I've encountered this repeatedly. The context transfer is lossy. The main agent understands the full picture — the sub-agent gets a summary, and summaries lose nuance. For complex implementation work that requires deep understanding of the plan plus codebase plus conventions, the build quality from sub-agents is usually unacceptable.

This isn't absolute — if the task is well-scoped, the plan is detailed enough to leave no room for interpretation, and the complexity is low, sub-agents can handle implementation fine. The problems start when there's ambiguity for the agent to fill with its own assumptions. The more judgment calls required, the worse delegation performs.

Sub-agents are reliably good at searching the codebase, code review, analysis, and research — tasks that don't require sustained deep context. For the heavy lifting, work with the main agent directly.

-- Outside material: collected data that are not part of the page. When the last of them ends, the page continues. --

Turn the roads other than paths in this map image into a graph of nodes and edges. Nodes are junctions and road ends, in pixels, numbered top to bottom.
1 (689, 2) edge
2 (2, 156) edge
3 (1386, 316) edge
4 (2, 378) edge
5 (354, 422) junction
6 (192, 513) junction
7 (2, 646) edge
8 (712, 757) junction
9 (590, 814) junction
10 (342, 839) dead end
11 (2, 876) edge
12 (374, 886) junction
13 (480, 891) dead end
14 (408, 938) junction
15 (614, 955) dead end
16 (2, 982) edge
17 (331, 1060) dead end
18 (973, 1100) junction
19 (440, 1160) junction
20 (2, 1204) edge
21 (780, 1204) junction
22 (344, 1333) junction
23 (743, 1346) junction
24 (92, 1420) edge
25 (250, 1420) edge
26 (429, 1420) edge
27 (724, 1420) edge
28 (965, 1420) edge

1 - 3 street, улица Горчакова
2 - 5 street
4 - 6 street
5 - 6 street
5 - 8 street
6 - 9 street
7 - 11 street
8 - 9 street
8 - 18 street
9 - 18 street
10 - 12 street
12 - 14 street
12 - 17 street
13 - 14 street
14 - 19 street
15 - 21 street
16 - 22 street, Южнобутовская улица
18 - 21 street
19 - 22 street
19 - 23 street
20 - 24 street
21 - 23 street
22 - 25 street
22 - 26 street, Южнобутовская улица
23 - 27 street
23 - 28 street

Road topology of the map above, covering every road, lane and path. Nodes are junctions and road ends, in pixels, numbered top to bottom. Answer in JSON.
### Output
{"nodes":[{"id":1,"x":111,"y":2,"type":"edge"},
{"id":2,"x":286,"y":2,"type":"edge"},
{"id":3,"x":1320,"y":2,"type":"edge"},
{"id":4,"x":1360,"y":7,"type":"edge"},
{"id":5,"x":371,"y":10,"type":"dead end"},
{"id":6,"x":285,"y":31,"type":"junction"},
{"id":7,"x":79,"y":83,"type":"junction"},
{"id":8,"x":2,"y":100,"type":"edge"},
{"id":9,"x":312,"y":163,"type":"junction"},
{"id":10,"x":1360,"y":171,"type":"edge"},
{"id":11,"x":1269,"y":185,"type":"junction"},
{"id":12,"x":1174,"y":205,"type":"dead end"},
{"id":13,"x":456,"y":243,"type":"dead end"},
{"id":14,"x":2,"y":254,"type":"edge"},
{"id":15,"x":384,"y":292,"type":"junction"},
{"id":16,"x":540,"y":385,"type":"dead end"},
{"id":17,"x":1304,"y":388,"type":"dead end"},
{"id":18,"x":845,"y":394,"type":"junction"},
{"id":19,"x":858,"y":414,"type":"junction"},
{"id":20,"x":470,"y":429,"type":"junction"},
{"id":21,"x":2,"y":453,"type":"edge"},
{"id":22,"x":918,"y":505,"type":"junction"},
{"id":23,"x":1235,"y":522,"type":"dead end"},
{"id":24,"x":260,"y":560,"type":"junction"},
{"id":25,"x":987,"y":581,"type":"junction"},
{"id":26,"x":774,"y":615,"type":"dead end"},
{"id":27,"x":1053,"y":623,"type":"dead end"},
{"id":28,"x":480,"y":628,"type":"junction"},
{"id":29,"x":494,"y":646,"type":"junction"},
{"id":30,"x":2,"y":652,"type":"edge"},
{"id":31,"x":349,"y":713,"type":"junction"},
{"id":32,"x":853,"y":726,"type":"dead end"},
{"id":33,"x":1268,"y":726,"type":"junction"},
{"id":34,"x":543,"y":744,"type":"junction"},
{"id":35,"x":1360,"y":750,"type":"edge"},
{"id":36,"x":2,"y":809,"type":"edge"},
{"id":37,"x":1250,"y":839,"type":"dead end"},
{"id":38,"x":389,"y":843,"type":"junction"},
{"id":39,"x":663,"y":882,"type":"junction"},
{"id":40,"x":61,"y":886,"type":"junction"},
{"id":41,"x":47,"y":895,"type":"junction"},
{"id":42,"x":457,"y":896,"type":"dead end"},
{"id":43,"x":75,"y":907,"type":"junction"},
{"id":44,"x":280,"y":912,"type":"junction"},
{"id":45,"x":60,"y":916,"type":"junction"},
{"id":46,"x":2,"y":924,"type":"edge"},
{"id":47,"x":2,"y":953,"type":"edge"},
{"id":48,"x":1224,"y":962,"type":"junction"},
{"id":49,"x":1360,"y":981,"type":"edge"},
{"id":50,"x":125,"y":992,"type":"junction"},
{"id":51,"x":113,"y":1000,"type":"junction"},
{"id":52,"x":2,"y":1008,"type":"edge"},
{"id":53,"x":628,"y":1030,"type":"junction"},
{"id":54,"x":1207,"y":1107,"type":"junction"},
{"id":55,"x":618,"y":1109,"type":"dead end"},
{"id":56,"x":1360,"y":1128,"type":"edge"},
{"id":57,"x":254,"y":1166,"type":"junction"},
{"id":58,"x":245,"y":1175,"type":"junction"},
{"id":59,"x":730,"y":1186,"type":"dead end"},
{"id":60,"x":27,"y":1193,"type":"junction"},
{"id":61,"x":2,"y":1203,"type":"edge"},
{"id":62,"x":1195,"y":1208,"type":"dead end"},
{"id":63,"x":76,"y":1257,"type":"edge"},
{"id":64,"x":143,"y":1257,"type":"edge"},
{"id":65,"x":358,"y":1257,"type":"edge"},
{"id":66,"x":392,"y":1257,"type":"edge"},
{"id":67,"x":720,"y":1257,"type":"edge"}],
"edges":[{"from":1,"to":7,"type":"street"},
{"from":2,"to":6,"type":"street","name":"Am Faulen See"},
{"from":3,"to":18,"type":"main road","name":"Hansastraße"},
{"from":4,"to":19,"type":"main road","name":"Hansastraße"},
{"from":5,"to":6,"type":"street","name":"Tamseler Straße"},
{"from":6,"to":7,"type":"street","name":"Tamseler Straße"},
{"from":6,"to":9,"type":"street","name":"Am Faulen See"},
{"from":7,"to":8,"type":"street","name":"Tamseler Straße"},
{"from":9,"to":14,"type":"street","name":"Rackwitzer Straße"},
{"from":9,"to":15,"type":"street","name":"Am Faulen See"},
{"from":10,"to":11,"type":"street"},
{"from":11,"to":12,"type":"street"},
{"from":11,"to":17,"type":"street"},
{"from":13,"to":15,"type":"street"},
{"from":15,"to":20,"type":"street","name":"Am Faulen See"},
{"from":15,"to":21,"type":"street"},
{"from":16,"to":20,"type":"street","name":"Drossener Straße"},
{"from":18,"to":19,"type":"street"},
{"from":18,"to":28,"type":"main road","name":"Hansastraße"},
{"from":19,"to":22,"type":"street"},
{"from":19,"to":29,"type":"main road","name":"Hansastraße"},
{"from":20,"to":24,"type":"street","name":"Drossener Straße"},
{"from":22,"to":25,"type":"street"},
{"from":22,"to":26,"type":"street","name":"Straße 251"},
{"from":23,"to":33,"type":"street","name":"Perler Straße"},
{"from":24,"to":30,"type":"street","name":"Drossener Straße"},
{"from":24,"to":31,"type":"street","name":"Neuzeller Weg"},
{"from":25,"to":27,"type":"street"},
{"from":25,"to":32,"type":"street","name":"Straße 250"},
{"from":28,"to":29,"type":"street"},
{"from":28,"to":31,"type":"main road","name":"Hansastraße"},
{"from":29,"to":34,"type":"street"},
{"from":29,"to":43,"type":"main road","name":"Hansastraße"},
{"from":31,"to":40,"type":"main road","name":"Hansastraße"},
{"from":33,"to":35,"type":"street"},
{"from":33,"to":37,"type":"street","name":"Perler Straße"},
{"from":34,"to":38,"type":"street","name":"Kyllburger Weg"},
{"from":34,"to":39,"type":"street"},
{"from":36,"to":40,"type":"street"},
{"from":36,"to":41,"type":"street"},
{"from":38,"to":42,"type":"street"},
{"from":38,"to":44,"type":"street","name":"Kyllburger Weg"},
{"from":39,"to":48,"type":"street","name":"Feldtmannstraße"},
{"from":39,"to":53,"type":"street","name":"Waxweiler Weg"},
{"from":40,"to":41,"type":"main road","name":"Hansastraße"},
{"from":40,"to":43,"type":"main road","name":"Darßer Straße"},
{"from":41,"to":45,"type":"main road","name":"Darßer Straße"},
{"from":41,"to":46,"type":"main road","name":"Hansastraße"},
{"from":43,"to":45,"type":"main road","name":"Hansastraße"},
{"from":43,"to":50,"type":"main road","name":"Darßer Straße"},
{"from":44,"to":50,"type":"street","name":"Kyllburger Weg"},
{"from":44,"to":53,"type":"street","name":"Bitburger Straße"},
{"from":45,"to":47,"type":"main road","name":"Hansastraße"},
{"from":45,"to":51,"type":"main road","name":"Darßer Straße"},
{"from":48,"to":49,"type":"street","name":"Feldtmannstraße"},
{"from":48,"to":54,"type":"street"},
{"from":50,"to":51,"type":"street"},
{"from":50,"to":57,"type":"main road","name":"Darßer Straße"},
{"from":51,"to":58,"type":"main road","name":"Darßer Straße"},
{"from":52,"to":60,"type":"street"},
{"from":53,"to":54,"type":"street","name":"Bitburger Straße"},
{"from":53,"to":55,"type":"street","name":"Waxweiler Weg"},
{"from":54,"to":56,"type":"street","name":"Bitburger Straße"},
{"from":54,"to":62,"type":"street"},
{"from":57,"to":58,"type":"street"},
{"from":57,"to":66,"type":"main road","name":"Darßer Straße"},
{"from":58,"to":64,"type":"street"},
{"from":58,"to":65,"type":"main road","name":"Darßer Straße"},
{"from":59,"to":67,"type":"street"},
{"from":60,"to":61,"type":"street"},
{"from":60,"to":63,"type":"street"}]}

Putting It Together: Enterprise Brownfield

Everything above comes together when you see it applied to a real environment. I'm leading an AI-driven product development pilot at a Fortune 5 healthcare company on one of their large financial platforms — the kind of codebase where context engineering isn't optional, it's survival.

The Environment

A brownfield suite of applications where each app has its own separate UI and API repositories, some shared services are duplicated across repos, and the boundaries between apps have blurred over years of feature accretion. Angular native federation brings everything into one website. Shared library repos handle security and navigation across all apps.

The Pilot

We scoped it tight: one feature, multiple user stories, focused on just the UI and API repos for that feature. The goal is to prove the process works at the unit level before scaling. The pilot is still early — I'll have outcomes to report in a future piece — but the context architecture is already proving its value in how it structures the work.

The Context Hierarchy

We built a layered context structure:

AGENT.md (how to work — conventions, guardrails, autonomy level)
  └── Application Context (what is this app, who uses it, why)
        └── Technical Context (architecture, patterns, conventions)
              └── Feature Context (what problems this feature solves)
                    └── User Story (the specific work to be done)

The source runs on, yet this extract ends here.